Task brief =>
Whenever the word "MÜHLWEG" shows up in a line of the data, copy that line.

Listed entries =>
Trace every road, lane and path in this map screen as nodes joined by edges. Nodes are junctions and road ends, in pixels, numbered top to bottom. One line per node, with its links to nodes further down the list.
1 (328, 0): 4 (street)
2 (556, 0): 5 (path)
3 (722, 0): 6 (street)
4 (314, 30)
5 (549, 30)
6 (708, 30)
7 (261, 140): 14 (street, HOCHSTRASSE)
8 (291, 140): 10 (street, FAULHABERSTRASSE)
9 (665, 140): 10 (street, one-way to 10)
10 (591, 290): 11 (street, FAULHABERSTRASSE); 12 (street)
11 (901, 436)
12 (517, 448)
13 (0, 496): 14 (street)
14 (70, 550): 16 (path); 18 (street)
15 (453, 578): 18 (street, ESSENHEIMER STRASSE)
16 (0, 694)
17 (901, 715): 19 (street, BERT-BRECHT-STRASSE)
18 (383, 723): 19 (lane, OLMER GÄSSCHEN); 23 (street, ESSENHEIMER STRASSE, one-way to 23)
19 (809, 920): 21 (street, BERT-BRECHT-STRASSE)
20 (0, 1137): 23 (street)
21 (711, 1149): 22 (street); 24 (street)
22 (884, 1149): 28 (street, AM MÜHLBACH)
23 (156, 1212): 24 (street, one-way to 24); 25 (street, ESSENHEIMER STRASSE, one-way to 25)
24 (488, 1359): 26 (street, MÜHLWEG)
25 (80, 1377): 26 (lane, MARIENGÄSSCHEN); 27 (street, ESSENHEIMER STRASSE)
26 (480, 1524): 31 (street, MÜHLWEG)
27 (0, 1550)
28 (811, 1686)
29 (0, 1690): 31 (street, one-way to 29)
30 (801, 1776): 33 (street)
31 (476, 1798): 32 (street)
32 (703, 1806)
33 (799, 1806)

Solved exercise =>
24 (488, 1359): 26 (street, MÜHLWEG)
26 (480, 1524): 31 (street, MÜHLWEG)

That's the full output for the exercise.